Keywords: continuous glucose monitoring, diabetic foot osteomyelitis, major amputation, time in range
Introduction
According to the International Diabetes Federation, approximately 463 million adults worldwide were living with diabetes mellitus (DM) in 2019. This total number is predicted to rise to more than 700 million by 2045. 1 Diabetic foot ulcer (DFU) is one of the most common and serious complications of diabetes; its lifetime risk can reach 34%. 2 At least 50% of DFUs are complicated by infection upon presentation.3,4 Diabetic foot osteomyelitis (DFO) is a moderate to severe infection associated with DFU; it occurs in 40–80% of infected ulcer and leads to gangrene and limb amputation. 5 The mortality rate is much higher in patients with DFO than in the patients with DFU. 6 Considering the higher prevalence, rates of disability and mortality in affected patients, DFO has increased diabetes-related costs for patients, their families, and society.

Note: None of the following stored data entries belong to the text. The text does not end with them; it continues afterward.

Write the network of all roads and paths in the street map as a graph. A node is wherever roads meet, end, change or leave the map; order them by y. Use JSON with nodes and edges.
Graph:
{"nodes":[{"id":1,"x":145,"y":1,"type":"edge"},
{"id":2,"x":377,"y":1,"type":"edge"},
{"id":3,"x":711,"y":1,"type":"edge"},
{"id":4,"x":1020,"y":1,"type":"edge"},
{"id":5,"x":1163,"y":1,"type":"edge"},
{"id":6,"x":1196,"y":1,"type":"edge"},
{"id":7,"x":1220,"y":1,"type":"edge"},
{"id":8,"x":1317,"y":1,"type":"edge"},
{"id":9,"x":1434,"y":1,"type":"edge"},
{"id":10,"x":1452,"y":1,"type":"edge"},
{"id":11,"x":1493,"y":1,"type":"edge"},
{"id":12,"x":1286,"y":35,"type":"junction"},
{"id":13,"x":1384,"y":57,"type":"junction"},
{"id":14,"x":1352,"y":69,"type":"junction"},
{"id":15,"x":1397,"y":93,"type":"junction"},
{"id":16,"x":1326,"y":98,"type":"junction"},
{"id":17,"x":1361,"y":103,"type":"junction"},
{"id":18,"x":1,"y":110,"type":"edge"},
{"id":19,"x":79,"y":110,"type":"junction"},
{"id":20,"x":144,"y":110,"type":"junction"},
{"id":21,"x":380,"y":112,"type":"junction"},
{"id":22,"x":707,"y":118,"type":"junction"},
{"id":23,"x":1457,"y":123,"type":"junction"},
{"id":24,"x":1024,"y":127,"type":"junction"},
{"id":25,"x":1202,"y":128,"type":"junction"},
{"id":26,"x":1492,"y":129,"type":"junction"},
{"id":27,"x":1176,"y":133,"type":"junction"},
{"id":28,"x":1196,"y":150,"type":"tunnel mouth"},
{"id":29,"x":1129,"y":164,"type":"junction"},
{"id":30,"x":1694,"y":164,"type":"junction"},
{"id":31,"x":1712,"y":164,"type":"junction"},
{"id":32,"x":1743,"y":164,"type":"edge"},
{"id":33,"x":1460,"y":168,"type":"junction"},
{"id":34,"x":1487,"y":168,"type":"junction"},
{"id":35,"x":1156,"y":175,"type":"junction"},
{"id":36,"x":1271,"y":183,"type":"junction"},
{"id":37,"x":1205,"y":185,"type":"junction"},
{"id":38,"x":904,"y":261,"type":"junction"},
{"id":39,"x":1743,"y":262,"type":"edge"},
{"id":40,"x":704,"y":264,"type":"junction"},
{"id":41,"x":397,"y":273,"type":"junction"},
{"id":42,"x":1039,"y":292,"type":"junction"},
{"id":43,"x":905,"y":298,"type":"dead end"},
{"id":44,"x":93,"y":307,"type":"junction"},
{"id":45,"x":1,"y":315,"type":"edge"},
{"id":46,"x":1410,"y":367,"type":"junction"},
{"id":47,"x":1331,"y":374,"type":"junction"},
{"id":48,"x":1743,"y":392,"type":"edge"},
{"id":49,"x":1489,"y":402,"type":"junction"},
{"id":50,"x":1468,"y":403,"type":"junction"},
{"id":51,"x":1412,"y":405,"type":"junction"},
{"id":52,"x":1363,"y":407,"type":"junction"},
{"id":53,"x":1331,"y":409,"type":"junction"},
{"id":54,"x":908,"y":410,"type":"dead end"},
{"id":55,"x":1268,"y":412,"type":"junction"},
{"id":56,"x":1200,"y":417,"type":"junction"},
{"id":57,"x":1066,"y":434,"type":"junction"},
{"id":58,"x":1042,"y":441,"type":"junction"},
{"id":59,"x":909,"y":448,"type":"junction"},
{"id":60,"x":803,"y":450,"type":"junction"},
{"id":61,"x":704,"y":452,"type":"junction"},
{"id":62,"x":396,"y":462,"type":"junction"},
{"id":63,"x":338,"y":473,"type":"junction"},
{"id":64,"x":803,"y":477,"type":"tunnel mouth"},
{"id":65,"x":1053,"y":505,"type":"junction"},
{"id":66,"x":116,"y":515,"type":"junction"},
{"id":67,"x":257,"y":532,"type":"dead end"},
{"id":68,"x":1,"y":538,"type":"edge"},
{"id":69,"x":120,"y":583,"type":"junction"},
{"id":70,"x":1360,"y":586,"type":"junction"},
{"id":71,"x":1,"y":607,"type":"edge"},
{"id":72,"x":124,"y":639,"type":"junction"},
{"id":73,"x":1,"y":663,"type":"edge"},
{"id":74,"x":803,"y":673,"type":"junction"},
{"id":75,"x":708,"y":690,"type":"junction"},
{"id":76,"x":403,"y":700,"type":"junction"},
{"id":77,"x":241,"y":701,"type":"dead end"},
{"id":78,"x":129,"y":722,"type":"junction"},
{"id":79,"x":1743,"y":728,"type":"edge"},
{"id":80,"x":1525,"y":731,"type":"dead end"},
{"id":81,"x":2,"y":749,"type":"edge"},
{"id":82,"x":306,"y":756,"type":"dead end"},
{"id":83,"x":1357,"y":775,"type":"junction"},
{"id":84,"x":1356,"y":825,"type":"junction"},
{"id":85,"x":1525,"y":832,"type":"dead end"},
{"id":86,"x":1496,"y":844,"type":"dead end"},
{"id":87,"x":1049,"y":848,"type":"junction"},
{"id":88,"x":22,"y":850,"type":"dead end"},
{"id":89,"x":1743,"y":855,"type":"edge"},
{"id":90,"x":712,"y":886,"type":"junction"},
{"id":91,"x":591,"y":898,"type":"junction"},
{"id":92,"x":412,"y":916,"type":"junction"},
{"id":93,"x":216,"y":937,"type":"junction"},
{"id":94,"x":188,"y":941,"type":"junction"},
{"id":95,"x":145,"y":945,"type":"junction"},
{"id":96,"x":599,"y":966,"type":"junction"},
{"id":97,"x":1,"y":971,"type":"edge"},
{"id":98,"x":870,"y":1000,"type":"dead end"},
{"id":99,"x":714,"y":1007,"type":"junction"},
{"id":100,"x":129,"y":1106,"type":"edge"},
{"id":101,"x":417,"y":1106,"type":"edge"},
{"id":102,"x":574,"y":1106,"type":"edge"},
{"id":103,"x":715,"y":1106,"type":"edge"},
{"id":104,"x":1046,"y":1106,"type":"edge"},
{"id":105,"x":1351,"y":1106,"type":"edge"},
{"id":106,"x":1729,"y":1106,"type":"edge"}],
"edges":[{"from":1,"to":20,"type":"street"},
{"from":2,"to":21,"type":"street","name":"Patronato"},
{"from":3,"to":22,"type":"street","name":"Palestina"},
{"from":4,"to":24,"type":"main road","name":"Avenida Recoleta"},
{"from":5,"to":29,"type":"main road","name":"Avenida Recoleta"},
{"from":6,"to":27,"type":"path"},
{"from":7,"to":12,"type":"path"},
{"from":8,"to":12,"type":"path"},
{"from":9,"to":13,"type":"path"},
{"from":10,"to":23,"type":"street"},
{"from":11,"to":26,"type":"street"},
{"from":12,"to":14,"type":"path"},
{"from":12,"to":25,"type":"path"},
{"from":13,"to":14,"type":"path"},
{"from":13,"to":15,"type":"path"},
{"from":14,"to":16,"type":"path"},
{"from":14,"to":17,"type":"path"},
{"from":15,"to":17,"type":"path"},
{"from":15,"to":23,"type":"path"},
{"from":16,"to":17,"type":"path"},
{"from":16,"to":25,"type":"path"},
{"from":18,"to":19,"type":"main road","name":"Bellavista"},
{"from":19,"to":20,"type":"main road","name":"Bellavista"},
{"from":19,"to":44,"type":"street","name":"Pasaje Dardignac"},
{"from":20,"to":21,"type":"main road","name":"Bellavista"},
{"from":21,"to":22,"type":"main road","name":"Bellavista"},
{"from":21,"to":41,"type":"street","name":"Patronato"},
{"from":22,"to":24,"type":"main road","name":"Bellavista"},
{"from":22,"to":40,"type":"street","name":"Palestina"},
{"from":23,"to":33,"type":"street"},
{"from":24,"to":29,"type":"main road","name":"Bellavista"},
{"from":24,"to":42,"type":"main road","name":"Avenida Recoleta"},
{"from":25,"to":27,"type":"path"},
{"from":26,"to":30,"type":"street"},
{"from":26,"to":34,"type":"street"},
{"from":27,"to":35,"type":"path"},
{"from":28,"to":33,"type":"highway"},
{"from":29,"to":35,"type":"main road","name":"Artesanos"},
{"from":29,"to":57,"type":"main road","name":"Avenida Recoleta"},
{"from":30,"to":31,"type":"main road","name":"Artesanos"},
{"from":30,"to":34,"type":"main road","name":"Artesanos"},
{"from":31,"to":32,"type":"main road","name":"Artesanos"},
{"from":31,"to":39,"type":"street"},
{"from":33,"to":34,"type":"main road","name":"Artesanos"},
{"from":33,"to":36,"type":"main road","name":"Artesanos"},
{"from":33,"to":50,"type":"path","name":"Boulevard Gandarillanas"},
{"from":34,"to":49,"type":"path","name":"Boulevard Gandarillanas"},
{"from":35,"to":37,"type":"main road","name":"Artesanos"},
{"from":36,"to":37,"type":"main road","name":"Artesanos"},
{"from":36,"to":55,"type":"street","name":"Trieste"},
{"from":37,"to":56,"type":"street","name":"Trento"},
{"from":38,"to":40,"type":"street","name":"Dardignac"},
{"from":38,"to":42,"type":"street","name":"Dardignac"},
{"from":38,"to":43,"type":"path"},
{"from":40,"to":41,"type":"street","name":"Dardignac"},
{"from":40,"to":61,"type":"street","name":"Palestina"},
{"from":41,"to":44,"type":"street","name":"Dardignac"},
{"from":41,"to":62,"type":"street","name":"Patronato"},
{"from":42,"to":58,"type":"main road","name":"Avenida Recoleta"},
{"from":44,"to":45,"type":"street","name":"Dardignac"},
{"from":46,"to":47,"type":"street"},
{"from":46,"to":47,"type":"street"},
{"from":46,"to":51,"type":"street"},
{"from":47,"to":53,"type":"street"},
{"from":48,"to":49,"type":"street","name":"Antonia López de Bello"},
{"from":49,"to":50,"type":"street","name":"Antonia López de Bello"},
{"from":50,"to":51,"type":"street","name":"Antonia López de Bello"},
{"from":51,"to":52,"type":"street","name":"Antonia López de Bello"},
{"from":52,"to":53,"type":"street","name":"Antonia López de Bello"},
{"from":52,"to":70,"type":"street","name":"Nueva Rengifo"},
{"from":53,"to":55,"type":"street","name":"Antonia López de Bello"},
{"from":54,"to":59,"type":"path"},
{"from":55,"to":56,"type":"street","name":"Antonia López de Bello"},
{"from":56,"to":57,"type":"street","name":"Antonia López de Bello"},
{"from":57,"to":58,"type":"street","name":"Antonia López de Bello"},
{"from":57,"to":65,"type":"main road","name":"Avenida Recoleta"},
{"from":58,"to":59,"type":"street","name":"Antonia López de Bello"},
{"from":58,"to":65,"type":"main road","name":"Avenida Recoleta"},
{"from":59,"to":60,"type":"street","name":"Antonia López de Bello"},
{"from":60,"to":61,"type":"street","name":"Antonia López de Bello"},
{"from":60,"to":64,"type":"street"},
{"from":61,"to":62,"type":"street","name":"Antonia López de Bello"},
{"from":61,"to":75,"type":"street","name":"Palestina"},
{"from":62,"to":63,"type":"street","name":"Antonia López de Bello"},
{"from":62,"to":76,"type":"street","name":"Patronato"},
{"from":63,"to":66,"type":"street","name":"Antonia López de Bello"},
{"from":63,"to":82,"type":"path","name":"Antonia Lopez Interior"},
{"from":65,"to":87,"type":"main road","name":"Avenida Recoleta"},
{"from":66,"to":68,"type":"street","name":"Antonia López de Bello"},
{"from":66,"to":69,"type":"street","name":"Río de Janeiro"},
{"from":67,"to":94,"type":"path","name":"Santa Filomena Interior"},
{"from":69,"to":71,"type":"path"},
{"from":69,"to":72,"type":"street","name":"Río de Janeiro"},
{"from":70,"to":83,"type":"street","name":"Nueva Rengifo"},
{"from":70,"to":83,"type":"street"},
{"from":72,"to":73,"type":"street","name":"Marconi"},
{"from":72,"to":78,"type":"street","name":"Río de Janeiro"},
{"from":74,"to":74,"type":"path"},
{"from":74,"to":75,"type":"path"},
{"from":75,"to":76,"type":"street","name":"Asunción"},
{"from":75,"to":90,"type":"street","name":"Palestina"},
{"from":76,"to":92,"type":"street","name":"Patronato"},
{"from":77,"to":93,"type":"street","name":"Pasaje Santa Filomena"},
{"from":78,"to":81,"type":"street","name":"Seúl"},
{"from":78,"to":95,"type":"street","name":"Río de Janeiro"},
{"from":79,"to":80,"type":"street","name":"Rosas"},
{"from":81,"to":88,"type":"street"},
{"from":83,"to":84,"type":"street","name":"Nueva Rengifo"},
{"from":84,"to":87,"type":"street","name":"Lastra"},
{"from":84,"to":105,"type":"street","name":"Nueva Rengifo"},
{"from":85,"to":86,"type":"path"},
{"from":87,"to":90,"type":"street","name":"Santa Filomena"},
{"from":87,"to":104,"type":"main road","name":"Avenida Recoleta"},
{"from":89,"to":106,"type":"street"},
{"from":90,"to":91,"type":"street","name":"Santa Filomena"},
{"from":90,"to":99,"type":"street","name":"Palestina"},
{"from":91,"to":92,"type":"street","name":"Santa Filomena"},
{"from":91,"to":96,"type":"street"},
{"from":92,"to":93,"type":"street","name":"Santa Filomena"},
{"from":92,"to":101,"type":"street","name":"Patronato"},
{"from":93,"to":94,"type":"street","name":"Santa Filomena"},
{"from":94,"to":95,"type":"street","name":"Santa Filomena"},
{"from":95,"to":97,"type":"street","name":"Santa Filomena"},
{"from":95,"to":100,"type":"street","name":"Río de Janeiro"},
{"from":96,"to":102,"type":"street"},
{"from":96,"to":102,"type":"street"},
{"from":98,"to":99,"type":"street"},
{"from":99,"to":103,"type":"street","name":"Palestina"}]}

Diabetic patients have increased susceptibility to various types of infectious diseases such as DFO, particularly when blood glucose control is poor.7,8 Therefore, it is important to elucidate the effects of optimal glycemic management on surgical treatment in DFO patients. Hemoglobin A1c (HbA1c) is a “gold standard” for glycemic management 9 ; improvement of HbA1c considerably slows the development of diabetes-related macrovascular and microvascular complications.10,11 However, there are important limitations regarding HbA1c, such as the use of varied testing methods and lack of information concerning individual glycemic status patterns.12,13 Continuous glucose monitoring (CGM) can provide direct data regarding glycemic excursions and daily glucose profiles, which can partially overcome the limitations of HbA1c assessment. Moreover, previous studies have shown that CGM more strongly increases the glycemic control benefit, compared with self-monitoring of blood glucose (SMBG) in type 1 diabetes (T1DM) and type 2 diabetes (T2DM) patients.14,15 Among the metrics derived from CGM, time in target range (TIR) is the simplest key indicator, which describes the percentage of time glucose values are within the target glucose range (usually 3.9–10 mmol/L) throughout the day. TIR has been proved strongly associated with the development of diabetic retinopathy, carotid intima-media thickness, albuminuria, and cardiovascular autonomic neuropathy in DM patients.16–20
There are minor and major types of DFU-related amputation. DFO leads to minor or major amputations in almost 20% of patients. 5 Major amputation leads to significant functional disability, increases cardiovascular disease, and worsens both quality of life and 5-year mortality, compared with minor amputation.21,22 Moon et al. 23 and Lu et al. 24 reported that high HbA1c had significantly associated with the risk of major amputation. Perioperative glucose fluctuation is a major detrimental risk factor for healing potential and surgical site infections in diabetic patients.25,26 Notably, Aragón-Sánchez and Lázaro-Martínez 27 found that perioperative glycemic control has important effect on the outcomes of surgical treatment in patients with DFO. To our knowledge, no study has explored the impact of perioperative glycemic variability on the risk of major amputation.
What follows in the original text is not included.